Why Sheep Are Housed
In the UK and Ireland, ewes are typically housed for 6–10 weeks before lambing (January–April depending on breed). Housing enables:
- Closer supervision of late pregnancy and lambing
- Protection from wet, cold conditions that increase hypothermia risk in newborn lambs
- Controlled nutrition in late pregnancy (critical for twin and triplet lambs)
- Management of footrot and other conditions requiring treatment
Key Welfare Risks in Indoor Housing
Respiratory Disease
Pneumonia is the leading cause of welfare harm and production loss in housed sheep. Housed ewes and particularly lambs are highly susceptible because:
- High animal density increases pathogen load (Pasteurella, Mycoplasma, viruses)

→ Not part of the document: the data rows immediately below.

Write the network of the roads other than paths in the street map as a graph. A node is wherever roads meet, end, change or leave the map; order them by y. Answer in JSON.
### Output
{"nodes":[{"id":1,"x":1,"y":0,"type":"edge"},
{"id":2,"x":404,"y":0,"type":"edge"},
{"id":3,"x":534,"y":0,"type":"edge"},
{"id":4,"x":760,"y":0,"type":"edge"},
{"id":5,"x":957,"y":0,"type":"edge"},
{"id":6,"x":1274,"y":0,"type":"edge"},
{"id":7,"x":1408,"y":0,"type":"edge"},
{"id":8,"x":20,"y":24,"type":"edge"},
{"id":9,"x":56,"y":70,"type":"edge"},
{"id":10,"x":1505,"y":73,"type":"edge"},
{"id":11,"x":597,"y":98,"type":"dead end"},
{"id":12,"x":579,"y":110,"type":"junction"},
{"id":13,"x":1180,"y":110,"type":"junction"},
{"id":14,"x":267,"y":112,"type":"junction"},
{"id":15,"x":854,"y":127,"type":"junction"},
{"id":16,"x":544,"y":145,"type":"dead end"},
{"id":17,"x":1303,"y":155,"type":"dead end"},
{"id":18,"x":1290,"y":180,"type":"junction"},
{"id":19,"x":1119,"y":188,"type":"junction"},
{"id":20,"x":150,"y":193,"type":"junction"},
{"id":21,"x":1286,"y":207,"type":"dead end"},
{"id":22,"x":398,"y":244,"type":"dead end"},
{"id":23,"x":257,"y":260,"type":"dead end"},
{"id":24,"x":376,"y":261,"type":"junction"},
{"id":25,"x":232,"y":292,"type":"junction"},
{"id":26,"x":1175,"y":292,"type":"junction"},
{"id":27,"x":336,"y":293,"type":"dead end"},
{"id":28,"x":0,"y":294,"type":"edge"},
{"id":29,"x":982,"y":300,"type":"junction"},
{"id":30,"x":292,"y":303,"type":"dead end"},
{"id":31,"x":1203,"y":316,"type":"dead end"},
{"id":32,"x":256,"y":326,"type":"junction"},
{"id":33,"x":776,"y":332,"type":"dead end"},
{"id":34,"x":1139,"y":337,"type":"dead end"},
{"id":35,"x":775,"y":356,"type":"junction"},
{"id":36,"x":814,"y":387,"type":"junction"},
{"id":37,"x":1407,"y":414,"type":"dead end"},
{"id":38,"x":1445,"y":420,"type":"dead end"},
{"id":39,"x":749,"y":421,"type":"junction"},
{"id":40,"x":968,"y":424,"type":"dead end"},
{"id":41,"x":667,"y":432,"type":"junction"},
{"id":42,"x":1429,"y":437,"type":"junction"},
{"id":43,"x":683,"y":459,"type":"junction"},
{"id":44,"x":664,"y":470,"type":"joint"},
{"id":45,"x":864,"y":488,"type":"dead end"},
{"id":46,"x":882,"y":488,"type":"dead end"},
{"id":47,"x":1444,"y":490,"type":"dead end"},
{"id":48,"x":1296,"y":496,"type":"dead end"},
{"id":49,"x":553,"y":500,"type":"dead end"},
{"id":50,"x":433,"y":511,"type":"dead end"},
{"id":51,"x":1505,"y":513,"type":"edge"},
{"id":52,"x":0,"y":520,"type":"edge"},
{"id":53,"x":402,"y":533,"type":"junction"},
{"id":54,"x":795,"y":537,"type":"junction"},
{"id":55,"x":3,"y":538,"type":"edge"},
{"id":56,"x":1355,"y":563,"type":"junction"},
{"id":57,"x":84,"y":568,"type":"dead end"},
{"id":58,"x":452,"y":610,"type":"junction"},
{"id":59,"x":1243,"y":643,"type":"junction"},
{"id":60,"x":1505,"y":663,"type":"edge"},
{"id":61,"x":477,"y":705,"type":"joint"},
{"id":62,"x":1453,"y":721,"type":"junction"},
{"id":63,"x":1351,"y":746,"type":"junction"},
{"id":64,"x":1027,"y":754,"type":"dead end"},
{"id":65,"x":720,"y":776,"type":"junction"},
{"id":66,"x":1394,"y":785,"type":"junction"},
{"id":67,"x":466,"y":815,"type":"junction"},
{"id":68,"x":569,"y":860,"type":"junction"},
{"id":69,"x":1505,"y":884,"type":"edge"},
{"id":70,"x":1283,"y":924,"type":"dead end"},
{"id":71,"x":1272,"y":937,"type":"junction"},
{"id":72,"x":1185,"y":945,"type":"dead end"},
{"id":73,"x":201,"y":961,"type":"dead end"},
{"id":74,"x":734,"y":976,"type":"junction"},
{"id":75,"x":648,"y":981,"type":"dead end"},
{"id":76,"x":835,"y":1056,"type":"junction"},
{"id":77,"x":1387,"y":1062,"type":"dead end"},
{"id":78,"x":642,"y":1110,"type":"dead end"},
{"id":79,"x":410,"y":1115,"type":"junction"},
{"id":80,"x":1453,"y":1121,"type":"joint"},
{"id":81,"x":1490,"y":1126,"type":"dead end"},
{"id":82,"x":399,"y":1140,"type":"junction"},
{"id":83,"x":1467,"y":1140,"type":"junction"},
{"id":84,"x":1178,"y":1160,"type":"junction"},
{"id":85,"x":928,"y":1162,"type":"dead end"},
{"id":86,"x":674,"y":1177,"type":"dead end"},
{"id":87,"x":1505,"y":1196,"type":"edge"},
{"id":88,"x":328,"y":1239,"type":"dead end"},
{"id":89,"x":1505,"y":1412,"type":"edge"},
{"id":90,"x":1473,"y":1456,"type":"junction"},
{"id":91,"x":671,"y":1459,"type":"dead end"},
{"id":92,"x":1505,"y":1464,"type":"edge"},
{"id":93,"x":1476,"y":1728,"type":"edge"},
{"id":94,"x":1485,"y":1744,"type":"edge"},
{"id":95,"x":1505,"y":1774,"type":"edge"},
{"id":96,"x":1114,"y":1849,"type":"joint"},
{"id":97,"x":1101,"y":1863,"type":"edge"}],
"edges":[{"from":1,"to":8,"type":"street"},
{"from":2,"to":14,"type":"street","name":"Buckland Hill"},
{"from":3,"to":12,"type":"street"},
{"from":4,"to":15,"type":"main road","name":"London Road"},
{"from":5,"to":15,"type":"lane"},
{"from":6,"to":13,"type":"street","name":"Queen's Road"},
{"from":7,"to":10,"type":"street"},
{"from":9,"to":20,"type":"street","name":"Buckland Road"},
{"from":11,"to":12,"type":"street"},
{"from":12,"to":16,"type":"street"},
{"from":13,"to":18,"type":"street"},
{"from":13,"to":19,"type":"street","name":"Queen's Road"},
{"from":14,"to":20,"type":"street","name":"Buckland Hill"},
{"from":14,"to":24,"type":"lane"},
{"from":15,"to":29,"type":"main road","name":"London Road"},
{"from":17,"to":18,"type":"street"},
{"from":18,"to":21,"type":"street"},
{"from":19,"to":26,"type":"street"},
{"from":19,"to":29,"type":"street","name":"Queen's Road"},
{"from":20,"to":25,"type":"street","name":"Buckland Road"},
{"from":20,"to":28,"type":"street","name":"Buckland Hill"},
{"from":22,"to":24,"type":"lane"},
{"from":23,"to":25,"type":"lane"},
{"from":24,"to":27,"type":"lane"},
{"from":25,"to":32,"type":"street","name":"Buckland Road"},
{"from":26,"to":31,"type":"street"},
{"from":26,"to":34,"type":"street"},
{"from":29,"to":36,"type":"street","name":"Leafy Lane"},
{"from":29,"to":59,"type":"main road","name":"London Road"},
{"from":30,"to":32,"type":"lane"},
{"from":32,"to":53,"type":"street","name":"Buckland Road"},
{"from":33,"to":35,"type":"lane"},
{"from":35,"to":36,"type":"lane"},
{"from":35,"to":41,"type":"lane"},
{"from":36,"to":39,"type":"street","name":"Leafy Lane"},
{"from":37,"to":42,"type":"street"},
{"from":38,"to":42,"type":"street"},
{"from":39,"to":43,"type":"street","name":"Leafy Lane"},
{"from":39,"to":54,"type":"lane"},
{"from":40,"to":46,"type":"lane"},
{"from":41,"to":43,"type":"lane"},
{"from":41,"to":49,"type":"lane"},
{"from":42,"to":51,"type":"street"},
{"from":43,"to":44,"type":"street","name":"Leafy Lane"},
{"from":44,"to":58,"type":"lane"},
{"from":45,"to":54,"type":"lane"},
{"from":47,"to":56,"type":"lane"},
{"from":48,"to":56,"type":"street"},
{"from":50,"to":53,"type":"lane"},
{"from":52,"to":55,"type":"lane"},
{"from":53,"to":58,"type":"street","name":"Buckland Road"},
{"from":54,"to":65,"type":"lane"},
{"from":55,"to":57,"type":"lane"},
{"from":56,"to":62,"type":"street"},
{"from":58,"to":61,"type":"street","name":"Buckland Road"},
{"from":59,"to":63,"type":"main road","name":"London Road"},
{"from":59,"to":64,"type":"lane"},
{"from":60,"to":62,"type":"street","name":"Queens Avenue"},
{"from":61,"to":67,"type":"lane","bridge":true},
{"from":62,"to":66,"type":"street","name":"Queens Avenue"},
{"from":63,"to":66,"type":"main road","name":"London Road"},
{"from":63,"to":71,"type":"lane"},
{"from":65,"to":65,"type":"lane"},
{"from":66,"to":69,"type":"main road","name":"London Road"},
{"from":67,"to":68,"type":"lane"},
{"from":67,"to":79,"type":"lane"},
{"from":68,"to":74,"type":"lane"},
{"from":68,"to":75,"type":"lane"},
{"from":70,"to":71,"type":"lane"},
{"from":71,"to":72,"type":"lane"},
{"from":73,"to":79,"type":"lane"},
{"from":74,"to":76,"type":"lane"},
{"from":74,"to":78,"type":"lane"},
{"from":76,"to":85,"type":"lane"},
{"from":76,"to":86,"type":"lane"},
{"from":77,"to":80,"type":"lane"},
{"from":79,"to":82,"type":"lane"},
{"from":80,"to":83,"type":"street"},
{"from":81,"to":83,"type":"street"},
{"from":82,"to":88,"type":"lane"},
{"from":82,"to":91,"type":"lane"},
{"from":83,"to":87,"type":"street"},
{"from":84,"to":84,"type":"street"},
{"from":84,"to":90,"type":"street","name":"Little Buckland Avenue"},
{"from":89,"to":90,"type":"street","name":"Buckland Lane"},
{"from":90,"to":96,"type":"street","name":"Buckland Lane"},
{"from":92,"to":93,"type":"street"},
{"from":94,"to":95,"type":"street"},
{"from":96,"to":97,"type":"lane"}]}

- Poor ventilation allows ammonia, dust, and aerosol droplets to accumulate
- Sheep conserve heat by clumping together — further concentrating pathogens
- Stress of housing and late pregnancy suppresses immunity
Good ventilation is the single most important factor in preventing respiratory disease. Buildings should have continuous ridge ventilation and inlet area at the eaves — "warm air in, cold air out" principle. Target: no draughts at animal level, but constant air movement above head height.
Foot Problems
Housed sheep stand on wet, contaminated bedding for extended periods. This softens hoof horn and creates conditions for footrot and foot scald. Management:
- Deep, dry bedding (straw, woodchip) maintained throughout housing period
- Regular mucking out — deep litter systems require addition of clean straw as bedding rises
- Pre-housing foot bathing and examination
- Regular inspection and treatment of lame sheep
Space and Overcrowding
Recommended space allowances (AHDB guidance):
- Dry ewes/early pregnancy: 1.2–1.5 m² per ewe
- Late pregnancy ewes: 1.5–1.8 m² per ewe
- Lambing pens (individual): 2.0 m² minimum
Overcrowding increases competition for food, lying space, and increases disease transmission. Under-space is a common welfare failure in housed sheep.
Feeding Management
Adequate trough space is critical — every sheep must be able to feed simultaneously or competition causes under-nutrition of subordinate individuals:
- Trough space: minimum 450 mm per ewe (more for horned breeds)
- Multiple feeding stations to reduce competition
- Ad lib hay available at all times alongside concentrate rations
- Individual ewe condition monitoring — thin ewes in group systems need identification and supplementary feeding
Lambing Pen Welfare
Individual lambing pens enable mother-lamb bonding but must be managed carefully:
- Move ewe and lamb to individual pen promptly after birth
- Keep in individual pen for minimum 24–48 hours to ensure bonding and colostrum intake
- Pens should be dry, draught-free, and have fresh bedding for each occupation
- Group ewes and lambs of similar age when moving out of individual pens
Stockmanship: Housed sheep require daily assessment of all individuals. Ewes becoming separated from the group, showing abnormal posture, or not eating should be examined immediately. Early identification of health problems dramatically improves treatment outcomes and reduces welfare harm duration.